Pursuant to the Sale and Purchase Agreement, the Vendor has agreed to indemnify the Company for losses, suffered by the Company due to, among others, (i) claims and proceedings arising from any causes or facts existing prior to Completion; and (ii) any breaches or non-compliance of the relevant laws and regulations of the PRC or contracts by members of the Target Group prior to Completion.
In addition, upon Completion, the Vendor is required to execute a tax indemnity deed in favour of the Company pursuant to which, among other things, the Vendor will undertake to indemnify the Company for, among others, (i) any loss incurred by the Target Group where the Target Group is required to bear any tax liabilities of the Vendor which may arise from the transactions pursuant to the Sale and Purchase Agreement; and (ii) any tax liabilities or claims due to or with reference to any income, profits or gains earned, accrued or received, transactions carried out by the Target Group prior to the Completion Date.
(C) INFORMATION ON THE TARGET GROUP
Information on the Target Group
The Target Company was incorporated in the BVI and, through the HK Company, wholly-owns the PRC Company.
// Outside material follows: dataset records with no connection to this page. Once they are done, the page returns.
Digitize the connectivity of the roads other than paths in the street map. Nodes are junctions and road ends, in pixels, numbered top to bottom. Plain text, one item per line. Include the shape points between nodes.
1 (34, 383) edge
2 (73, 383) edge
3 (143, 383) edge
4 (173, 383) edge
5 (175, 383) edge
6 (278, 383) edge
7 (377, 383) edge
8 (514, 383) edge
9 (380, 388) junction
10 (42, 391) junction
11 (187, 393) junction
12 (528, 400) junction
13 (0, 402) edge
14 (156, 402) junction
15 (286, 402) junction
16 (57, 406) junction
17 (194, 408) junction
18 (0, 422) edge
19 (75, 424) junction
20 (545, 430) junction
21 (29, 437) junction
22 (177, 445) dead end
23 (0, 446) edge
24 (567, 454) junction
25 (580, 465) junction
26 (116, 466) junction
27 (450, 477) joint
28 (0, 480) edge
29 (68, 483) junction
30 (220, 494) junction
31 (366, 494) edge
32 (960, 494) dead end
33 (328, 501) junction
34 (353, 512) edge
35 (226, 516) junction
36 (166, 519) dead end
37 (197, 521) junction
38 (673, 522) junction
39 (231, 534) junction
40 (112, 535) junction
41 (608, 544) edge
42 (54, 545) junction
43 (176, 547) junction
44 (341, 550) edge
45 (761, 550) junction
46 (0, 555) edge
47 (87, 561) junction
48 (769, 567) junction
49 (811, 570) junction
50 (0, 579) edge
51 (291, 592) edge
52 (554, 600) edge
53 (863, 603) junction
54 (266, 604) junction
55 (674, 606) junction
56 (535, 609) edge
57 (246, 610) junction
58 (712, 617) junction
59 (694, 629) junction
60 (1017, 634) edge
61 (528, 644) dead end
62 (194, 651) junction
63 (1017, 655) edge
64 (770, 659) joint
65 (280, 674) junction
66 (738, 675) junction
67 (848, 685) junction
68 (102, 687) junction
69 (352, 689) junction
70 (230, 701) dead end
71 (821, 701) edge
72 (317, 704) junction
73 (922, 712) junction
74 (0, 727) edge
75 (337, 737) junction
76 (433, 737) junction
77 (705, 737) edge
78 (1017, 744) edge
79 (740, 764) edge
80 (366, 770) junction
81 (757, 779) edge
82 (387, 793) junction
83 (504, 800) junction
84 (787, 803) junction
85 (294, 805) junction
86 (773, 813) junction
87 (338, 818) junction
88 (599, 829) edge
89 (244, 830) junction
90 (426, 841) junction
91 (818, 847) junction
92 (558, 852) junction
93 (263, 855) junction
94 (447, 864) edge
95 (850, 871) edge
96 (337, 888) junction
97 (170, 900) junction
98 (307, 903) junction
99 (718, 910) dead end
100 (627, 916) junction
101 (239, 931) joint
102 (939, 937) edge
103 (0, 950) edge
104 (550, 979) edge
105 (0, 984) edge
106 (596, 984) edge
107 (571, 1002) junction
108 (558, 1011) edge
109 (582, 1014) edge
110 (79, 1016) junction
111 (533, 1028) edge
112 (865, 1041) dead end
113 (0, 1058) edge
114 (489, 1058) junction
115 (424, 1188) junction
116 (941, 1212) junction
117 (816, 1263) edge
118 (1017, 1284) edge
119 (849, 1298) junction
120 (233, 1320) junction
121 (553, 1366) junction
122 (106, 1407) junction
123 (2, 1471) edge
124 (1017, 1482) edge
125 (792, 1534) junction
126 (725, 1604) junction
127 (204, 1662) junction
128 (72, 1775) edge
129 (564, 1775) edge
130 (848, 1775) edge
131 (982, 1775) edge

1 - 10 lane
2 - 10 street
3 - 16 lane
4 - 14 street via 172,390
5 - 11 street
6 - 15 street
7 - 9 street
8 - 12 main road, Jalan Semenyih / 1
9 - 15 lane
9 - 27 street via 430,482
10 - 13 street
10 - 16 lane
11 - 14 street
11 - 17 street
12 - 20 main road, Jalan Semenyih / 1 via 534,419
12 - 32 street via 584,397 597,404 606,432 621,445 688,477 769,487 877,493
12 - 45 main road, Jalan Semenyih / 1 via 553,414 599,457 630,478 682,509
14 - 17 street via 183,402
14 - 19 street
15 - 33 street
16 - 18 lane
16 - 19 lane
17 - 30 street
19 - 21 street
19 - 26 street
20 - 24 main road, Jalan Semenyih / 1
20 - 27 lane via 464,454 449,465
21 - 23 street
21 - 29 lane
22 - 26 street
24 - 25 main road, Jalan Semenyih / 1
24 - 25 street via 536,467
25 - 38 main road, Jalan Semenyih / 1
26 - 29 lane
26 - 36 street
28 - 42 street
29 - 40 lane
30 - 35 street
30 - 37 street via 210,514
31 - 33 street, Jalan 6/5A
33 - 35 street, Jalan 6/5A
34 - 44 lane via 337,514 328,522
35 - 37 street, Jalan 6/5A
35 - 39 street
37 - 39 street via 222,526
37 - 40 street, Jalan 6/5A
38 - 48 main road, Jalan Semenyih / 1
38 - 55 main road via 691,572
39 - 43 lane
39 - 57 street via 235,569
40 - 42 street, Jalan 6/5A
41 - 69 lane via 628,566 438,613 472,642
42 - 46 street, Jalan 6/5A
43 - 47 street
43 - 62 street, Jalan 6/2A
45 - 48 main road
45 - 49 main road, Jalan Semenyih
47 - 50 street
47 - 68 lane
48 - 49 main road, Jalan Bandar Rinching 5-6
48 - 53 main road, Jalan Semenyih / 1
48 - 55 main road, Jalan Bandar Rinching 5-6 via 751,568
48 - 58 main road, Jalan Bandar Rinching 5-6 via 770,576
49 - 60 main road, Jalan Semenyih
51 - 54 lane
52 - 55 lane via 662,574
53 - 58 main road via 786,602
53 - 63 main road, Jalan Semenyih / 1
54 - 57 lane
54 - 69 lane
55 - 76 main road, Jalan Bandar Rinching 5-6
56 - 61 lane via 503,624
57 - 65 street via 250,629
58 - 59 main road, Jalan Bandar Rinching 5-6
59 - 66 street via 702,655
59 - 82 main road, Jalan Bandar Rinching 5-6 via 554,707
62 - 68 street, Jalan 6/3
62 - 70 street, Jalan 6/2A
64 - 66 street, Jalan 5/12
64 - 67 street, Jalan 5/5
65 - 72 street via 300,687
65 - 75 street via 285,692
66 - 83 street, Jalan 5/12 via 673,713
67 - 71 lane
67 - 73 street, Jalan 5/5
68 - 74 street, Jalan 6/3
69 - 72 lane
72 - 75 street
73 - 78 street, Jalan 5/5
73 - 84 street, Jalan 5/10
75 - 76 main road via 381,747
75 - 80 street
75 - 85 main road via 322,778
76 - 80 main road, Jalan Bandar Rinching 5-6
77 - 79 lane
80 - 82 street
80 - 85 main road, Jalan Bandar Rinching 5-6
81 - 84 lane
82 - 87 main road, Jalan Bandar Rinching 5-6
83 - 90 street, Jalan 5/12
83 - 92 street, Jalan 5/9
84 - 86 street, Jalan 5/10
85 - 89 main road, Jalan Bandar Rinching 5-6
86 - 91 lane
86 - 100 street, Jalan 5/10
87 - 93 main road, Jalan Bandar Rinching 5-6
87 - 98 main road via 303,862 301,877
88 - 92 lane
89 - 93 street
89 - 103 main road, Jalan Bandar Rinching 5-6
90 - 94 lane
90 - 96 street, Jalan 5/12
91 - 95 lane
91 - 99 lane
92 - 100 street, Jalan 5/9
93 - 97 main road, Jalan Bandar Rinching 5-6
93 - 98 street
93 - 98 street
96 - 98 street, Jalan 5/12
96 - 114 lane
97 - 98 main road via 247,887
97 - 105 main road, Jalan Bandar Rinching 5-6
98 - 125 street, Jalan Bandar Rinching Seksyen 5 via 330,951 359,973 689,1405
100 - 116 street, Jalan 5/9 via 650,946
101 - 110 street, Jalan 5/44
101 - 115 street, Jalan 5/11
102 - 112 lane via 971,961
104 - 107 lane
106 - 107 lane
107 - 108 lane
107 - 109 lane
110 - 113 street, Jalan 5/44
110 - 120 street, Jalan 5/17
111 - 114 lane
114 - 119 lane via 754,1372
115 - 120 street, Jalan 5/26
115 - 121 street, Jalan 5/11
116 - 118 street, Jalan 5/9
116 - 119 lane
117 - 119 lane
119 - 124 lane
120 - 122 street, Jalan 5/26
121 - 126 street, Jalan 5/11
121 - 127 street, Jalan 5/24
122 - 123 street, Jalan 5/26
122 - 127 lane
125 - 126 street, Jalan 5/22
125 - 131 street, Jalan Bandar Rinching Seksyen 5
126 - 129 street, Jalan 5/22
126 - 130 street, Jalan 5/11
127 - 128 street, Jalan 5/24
The principal activities of both the Target Company and the HK Company are investment holding. The PRC Company was established in the PRC and it is a project company holding the Target Project.
The Vendor acquired the Sale Shares in 2011. The total acquisition cost of the Sale Shares incurred by the Vendor was US$68 million (equivalent to approximately HK$527 million).
As at the date of this announcement, the Shum Yip Loans were owing by the Target Group to (i) Shum Yip Group, in the principal amount of RMB931 million; and (ii) the Vendor, in the principal amounts of approximately HK$222 million and approximately US$61 million. Out of the Shum Yip Loans, (a) the principal amount owing to Shum Yip Group carries interest at the interest rate of one-year bench mark lending rate and is repayable on 9 November 2016; and (b) the principal amounts owing to the Vendor carry interest which is to be calculated according to the actual borrowing costs payable by the Vendor to the relevant banks from which the relevant amounts were obtained by the Vendor and are repayable on 9 November 2016. The Shum Yip Loans are expected to remain after Completion until full repayment.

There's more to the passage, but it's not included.